- Provided data:
=-=-=

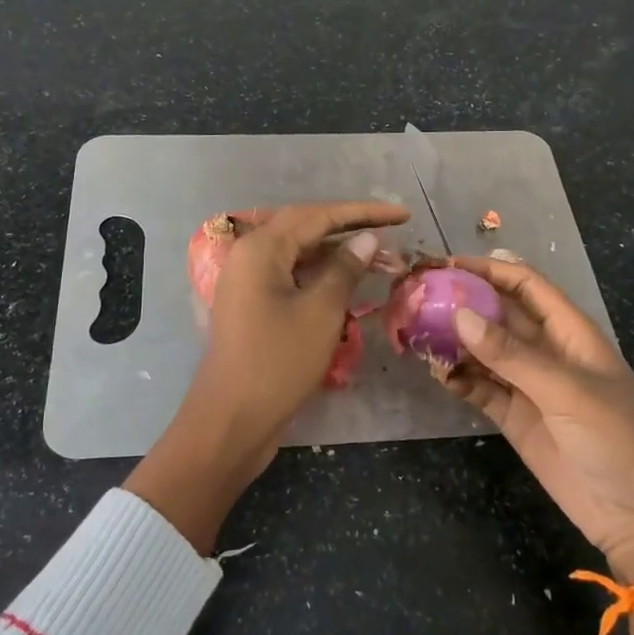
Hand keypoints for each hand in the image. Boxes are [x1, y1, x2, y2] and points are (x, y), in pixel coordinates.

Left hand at [125, 200, 408, 552]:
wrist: (231, 421)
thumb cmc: (277, 363)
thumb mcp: (320, 313)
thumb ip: (345, 269)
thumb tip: (367, 239)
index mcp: (260, 249)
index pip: (317, 215)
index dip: (363, 213)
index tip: (402, 214)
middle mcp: (249, 257)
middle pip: (306, 229)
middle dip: (351, 228)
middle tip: (394, 230)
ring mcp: (249, 283)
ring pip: (300, 255)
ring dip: (338, 254)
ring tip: (381, 258)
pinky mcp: (253, 307)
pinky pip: (292, 278)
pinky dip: (321, 277)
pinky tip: (349, 283)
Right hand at [442, 256, 633, 634]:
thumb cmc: (620, 438)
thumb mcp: (567, 390)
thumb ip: (512, 354)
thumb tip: (459, 314)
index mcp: (569, 331)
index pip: (524, 285)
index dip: (487, 269)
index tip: (443, 264)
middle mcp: (545, 351)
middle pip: (497, 314)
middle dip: (460, 302)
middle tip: (414, 297)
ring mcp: (528, 386)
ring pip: (482, 351)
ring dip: (453, 341)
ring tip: (413, 334)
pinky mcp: (515, 418)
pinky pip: (480, 388)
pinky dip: (458, 379)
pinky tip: (438, 375)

=-=-=

Give back the whole listing exactly; no pictures.

Hand keypoints for each hand in the image. Boxes are [x1, y1, x2, y2] and points are (x, y), in pixel coordinates.

Left hand at [125, 200, 408, 552]:
wrist: (231, 421)
thumb cmc: (277, 363)
thumb mcp: (320, 313)
thumb ip: (345, 269)
thumb tip: (367, 239)
index mcp: (260, 249)
index pip: (317, 215)
index dip: (363, 213)
index tip: (402, 214)
middle mcp: (249, 257)
middle pip: (306, 229)
middle dip: (351, 228)
middle tip: (394, 230)
ring mcp: (249, 283)
ring pip: (300, 255)
ring dip: (338, 254)
ring tip: (381, 258)
pinky mcp: (253, 307)
pinky pip: (292, 278)
pinky dip: (321, 277)
pinky tip: (349, 283)
Right hand at [442, 256, 633, 634]:
thumb cmc: (620, 438)
thumb mcp: (567, 390)
thumb ip: (512, 354)
thumb tip: (459, 314)
index mcp: (569, 331)
index pip: (524, 285)
index dip: (487, 269)
index tip: (443, 264)
middle mcp: (545, 351)
middle pip: (497, 314)
middle dip: (460, 302)
middle tip: (414, 297)
ring mcp: (528, 386)
ring pip: (482, 351)
ring dip: (453, 341)
ring tip: (413, 334)
pinky mcp: (515, 418)
pinky pip: (480, 388)
pinky dip: (458, 379)
pinky tip: (438, 375)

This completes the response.